Negli ultimi anni, il congelamento degli ovociti è diventato sempre più diffuso, sia per ragioni mediche sia sociali, registrando un incremento significativo. La crioconservazione degli ovociti non è solo un fenomeno quantitativo, ma anche qualitativo, con una crescente attenzione alle variabili legate all’età. Gli esperti raccomandano di considerare questa opzione prima dei 35 anni, quando la qualità e la quantità degli ovuli sono generalmente migliori. Dopo questa soglia, la riserva ovarica inizia a diminuire significativamente, influenzando la probabilità di concepimento. Le motivazioni alla base del congelamento degli ovuli sono molteplici e possono essere suddivise in due categorie: mediche e sociali. Quelle mediche includono la necessità di preservare la fertilità prima di trattamenti oncologici (come chemioterapia o radioterapia); condizioni cliniche che incidono negativamente sulla fertilità (per esempio rischio di menopausa precoce, endometriosi, malattie genetiche o cromosomiche); interventi chirurgici che potrebbero compromettere la funzione ovarica. Sul fronte sociale, molte donne scelgono di congelare i propri ovuli per motivi legati alla carriera, alla mancanza di un partner o semplicemente per posticipare la maternità a un momento più favorevole della propria vita.

Come avviene il processo di congelamento degli ovociti?

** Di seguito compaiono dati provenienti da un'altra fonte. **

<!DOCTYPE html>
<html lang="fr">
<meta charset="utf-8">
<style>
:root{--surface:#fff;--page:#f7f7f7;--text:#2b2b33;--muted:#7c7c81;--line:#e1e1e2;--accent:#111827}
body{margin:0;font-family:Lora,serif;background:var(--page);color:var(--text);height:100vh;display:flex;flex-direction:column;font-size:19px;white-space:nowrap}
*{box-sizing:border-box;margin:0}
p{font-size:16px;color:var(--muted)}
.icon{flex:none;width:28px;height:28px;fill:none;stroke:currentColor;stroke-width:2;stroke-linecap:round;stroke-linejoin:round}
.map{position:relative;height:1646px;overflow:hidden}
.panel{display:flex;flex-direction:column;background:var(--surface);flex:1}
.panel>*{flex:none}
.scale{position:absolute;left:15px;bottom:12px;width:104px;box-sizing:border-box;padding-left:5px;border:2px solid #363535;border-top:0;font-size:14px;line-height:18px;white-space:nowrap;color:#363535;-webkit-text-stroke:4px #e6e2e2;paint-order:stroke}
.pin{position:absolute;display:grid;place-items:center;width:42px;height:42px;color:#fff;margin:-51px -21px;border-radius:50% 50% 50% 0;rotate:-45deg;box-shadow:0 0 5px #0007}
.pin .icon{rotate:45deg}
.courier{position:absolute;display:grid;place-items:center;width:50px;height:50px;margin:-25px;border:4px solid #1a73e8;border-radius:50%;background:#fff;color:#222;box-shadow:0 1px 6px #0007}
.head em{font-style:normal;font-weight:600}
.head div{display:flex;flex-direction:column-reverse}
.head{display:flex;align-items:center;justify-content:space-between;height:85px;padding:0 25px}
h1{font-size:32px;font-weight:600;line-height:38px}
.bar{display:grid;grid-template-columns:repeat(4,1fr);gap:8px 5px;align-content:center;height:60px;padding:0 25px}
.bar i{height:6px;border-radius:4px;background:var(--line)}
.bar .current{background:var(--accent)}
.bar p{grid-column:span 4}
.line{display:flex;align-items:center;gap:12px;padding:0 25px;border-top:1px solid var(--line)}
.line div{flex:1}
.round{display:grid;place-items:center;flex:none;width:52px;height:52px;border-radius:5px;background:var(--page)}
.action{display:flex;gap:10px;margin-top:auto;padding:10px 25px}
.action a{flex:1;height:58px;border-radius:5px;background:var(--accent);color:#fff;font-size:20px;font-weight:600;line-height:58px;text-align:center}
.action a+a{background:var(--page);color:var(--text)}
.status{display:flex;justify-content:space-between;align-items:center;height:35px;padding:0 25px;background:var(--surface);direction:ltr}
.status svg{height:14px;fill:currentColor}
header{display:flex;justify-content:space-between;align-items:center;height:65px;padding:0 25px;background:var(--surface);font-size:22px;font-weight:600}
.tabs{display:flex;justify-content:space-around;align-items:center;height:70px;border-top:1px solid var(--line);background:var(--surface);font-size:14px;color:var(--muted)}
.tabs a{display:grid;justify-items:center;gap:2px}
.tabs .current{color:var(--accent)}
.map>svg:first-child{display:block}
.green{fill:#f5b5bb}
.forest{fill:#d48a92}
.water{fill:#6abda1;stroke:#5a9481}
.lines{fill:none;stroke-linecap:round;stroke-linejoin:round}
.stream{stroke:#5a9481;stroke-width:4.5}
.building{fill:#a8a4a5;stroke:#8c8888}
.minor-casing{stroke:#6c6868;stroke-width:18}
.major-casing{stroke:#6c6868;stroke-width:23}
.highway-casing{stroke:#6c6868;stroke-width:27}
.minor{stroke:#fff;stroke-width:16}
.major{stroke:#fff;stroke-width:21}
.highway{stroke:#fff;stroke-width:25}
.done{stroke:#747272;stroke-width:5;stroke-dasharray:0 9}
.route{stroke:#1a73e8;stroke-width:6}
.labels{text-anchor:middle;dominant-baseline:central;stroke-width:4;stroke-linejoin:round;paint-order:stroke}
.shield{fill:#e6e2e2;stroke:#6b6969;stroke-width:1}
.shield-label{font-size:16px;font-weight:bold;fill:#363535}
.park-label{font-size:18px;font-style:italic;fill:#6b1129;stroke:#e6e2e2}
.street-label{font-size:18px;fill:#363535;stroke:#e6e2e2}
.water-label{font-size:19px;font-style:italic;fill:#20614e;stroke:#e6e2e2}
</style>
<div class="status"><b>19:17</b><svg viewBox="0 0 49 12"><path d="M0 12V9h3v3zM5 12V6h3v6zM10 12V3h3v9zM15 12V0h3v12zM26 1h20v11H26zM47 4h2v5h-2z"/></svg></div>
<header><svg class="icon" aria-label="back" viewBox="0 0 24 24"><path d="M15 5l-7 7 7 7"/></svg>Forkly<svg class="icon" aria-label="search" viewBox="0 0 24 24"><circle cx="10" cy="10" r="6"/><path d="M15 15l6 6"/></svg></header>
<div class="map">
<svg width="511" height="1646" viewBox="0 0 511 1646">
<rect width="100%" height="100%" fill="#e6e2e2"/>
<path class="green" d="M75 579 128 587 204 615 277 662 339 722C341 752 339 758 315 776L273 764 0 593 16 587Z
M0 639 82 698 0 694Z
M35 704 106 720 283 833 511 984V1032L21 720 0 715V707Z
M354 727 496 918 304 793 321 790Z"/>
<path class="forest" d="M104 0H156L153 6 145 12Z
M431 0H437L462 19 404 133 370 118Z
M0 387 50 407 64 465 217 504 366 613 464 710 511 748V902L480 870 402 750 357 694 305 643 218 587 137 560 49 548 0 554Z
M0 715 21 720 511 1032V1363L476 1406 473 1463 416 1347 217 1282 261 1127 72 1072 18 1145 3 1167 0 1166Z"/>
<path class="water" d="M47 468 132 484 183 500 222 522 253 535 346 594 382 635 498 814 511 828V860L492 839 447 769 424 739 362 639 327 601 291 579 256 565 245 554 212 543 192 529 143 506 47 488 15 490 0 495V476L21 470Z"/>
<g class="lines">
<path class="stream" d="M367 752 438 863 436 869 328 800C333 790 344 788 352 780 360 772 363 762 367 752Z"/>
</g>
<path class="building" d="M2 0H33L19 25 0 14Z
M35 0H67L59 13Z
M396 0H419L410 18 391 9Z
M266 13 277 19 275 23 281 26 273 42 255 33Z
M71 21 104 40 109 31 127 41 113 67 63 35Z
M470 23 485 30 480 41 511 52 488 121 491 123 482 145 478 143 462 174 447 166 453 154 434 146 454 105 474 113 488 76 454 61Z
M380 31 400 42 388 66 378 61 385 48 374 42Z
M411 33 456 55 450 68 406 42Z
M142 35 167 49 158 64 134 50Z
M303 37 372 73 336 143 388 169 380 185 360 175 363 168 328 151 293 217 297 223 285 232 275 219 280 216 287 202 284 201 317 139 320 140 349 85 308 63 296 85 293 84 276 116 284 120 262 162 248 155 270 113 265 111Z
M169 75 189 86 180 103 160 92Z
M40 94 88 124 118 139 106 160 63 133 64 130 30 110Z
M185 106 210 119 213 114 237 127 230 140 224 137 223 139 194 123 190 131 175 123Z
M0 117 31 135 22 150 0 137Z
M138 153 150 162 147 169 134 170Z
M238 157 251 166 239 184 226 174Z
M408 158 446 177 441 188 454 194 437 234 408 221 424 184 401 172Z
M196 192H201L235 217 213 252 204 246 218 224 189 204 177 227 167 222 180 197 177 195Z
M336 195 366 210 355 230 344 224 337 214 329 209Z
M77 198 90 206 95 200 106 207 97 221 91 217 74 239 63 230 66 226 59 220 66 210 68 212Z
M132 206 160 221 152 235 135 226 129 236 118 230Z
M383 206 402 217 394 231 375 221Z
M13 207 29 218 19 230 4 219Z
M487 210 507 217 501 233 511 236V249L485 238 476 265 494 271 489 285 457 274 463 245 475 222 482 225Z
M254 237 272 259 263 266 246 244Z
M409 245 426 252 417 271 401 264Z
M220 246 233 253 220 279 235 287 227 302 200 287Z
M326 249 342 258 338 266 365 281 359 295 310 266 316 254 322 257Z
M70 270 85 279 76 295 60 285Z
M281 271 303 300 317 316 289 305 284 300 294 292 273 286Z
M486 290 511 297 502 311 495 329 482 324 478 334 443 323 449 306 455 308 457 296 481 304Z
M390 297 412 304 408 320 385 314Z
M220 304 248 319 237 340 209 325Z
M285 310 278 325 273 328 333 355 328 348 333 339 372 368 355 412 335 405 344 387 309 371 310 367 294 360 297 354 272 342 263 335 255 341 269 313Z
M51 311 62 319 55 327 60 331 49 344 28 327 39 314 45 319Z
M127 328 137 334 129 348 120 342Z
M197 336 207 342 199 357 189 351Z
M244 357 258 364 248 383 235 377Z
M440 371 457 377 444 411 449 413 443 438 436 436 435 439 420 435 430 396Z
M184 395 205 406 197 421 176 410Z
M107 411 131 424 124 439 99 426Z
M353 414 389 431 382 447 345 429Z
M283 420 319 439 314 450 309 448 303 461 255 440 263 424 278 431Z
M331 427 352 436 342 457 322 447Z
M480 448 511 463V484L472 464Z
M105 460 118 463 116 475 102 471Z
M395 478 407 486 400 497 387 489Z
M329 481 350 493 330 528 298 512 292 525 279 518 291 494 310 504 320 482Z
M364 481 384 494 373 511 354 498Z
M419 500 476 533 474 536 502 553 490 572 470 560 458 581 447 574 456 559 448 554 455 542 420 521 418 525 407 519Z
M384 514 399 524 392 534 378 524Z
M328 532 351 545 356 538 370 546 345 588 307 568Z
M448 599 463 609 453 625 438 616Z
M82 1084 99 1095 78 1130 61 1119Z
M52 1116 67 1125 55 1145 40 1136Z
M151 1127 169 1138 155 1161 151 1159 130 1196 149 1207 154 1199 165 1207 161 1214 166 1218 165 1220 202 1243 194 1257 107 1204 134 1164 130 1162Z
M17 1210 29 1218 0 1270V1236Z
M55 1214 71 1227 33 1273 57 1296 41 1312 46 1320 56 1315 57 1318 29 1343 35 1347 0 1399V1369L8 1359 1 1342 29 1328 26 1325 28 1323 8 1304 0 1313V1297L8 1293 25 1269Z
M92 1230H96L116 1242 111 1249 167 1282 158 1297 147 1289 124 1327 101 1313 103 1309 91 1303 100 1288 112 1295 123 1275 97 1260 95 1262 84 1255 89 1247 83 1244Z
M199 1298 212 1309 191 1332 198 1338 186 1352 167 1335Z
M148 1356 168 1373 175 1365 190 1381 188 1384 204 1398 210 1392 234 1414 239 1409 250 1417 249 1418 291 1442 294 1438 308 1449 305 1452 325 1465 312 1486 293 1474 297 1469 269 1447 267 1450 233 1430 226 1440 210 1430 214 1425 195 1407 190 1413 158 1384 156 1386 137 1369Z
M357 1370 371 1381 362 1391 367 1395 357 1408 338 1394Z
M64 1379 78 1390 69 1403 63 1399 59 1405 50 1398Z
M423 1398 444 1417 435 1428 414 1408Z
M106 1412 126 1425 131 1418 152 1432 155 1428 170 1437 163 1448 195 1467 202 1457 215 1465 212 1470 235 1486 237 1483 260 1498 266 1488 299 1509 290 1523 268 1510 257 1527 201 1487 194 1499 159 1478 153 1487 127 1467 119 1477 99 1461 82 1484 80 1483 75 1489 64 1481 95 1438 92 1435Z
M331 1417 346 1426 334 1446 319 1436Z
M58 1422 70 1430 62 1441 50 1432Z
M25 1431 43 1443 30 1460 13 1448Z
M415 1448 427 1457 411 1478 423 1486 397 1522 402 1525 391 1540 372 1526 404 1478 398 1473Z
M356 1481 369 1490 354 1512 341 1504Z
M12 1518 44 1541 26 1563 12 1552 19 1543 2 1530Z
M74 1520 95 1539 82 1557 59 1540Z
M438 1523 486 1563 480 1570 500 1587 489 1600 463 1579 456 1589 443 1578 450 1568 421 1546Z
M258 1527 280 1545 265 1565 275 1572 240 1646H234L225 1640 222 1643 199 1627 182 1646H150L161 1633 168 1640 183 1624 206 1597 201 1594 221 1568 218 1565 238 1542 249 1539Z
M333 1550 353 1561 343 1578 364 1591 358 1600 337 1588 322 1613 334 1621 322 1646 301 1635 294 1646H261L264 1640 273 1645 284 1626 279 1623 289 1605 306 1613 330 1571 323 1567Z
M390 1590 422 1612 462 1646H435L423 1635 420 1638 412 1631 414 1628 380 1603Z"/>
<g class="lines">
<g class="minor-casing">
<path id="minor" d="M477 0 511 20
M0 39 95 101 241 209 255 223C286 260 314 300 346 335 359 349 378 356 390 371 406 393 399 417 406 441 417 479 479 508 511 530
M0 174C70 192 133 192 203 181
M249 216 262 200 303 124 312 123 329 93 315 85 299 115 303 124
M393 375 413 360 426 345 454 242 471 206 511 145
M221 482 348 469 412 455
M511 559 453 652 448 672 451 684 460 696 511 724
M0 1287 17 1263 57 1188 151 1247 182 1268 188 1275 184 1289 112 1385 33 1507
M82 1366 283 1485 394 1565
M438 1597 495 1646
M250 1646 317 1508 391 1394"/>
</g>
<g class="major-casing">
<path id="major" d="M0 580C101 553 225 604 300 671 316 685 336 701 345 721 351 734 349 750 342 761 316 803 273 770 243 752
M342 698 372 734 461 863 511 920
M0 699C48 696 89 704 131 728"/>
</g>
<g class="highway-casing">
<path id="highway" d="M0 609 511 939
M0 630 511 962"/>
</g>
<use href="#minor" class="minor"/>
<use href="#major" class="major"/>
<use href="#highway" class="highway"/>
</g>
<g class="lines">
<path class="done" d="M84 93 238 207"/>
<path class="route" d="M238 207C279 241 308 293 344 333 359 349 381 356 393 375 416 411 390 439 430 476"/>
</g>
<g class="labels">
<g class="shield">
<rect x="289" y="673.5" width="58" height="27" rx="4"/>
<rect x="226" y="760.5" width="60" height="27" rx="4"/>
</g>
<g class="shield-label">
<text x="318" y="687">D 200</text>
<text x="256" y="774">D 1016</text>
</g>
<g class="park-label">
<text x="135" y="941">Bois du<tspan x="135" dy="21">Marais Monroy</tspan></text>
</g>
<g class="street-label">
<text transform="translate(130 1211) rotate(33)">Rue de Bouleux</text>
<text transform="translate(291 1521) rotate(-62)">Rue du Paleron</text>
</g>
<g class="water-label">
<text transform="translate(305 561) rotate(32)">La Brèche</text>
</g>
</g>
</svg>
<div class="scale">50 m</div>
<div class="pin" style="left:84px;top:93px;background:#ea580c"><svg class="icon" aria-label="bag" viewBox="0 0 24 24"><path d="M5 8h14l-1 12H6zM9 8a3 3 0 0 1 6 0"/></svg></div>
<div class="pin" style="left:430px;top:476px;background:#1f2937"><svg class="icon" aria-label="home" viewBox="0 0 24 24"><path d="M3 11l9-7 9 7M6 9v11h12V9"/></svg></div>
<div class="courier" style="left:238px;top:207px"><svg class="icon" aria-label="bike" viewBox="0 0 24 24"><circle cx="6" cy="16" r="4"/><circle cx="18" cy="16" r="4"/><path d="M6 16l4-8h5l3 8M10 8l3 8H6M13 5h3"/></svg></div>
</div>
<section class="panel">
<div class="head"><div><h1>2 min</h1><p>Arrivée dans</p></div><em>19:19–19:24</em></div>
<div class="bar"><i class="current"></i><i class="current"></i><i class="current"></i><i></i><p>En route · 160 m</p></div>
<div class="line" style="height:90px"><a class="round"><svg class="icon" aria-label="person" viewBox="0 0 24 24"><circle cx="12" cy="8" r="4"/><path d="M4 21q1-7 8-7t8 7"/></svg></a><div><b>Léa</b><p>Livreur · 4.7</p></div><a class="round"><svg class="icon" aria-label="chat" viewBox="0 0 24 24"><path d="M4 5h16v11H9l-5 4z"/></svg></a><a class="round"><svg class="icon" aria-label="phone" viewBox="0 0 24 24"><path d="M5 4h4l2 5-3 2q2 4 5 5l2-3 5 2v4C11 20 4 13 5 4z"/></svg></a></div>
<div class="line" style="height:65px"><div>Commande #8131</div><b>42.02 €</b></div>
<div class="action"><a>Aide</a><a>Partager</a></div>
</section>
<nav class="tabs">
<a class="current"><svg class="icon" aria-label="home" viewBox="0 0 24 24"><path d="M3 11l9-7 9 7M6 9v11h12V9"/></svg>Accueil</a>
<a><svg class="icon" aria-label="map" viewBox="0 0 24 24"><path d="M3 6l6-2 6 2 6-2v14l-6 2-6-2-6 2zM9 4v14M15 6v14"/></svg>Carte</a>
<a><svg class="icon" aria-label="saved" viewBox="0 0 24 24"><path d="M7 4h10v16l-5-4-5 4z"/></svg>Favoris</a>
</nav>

«E’ un processo che dura circa due settimane considerando tutte le sue fasi», spiega la ginecologa Elisabetta Colonese, esperta in Procreazione Medicalmente Assistita e presente sulla piattaforma Doctolib.it. «Prima di cominciare gli specialisti valutano lo stato di salute generale attraverso l’esecuzione di esami del sangue di routine e ormonali tra cui AMH, FSH, TSHR e PRL, di un’ecografia per la conta dei follicoli e valutano così la riserva ovarica, pianificando il protocollo di stimolazione. Vengono anche richiesti esami come l’elettrocardiogramma e il tampone vaginale completo, oltre che l’ecografia mammaria bilaterale. Il primo passaggio vero e proprio è la stimolazione ovarica attraverso una cura ormonale che spinge le ovaie a produrre più ovuli. Uno degli ormoni utilizzati è l’agonista dell’ormone di rilascio delle gonadotropine (GnRH). Durante questa fase vengono effettuate anche delle ecografie circa ogni 48 ore per valutare la risposta delle ovaie. Una volta cresciuti i follicoli, gli ovuli vengono prelevati tramite una procedura chirurgica ambulatoriale, un prelievo transvaginale sotto guida ecografica mentre la donna è in stato di sedazione. Si tratta di un intervento piuttosto semplice, ma non privo di rischi, che dura circa 15 minuti e non richiede ospedalizzazione. Dopo la procedura si potrà tornare a casa dove è consigliabile evitare sforzi. Gli ovociti prelevati vengono immediatamente congelati in azoto liquido, garantendone una conservazione ottimale. Il procedimento più utilizzato è la vitrificazione: un metodo ultrarapido di congelamento che evita la formazione di cristalli di ghiaccio, che possono danneggiare le delicate strutture cellulari dell’ovulo, e questo ha migliorato i tassi di sopravvivenza al momento dello scongelamento».